Coming out in 2008, Crysis Warhead is the oldest game in our test suite, but it's still very demanding compared to some of the other games we tested. It's also the only game in the suite which uses DirectX 10. Maxing out quality settings at the resolution of 1920x1080, only some of the video cards have a playable framerate. The Radeon HD Double Black Diamond is one of those cards with the minimum framerate a little above 30fps. It was able to edge out a victory against the last generation GeForce GTX 580.

When we drop from the enthusiast quality preset one step lower to gamer quality, Crysis Warhead is run well into playable framerate territory with the Double Black Diamond. It still manages to maintain its slight lead over the GeForce GTX 580.

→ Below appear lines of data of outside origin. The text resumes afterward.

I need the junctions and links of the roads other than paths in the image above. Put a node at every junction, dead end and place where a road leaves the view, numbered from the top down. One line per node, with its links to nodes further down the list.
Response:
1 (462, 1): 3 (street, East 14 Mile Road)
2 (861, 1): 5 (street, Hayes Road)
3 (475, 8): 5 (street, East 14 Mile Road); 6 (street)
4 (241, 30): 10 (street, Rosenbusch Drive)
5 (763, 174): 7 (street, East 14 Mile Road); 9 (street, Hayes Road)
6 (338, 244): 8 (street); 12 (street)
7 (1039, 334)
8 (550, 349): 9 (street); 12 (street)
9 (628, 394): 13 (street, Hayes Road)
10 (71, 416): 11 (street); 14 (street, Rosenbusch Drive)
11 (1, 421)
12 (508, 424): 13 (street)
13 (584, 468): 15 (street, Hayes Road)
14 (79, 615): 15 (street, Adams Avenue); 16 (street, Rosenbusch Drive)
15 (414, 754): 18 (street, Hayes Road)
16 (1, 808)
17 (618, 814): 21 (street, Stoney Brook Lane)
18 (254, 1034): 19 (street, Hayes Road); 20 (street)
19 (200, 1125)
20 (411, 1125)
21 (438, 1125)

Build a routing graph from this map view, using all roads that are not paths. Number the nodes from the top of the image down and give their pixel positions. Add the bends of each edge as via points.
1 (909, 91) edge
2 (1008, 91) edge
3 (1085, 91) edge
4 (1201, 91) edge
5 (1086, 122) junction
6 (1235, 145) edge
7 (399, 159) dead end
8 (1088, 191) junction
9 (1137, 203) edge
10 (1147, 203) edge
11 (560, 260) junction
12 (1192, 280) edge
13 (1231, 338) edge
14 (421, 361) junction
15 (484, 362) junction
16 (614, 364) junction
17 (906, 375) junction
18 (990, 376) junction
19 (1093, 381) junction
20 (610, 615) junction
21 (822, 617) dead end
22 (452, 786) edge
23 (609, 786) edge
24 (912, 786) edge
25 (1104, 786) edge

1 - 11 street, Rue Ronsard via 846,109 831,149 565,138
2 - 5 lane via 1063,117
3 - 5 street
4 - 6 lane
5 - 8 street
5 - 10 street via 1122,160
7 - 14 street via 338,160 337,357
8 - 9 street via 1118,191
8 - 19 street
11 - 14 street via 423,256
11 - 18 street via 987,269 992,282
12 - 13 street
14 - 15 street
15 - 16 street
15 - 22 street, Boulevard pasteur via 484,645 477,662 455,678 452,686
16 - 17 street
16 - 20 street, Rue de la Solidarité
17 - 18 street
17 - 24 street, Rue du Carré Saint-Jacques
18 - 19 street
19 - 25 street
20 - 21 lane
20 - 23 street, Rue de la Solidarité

The built in benchmarking tool in HAWX 2 is basically a showcase of what DX11 tessellation can do. The background scenery in the demo is a mountain range which was generated to have a more realistic look with the use of tessellation (whereas oddly enough, none of the airplanes look realistic). There was some controversy with the HAWX 2 and it's implementation of tessellation around the time the demo was released, which caused big performance drops in Radeon GPUs. With everything maxed, including enabling tessellation, the Radeon HD 7850 achieves high framerates. However, its performance is well behind that of the GeForce GTX 580 in this game which has traditionally performed better with nVidia GPUs.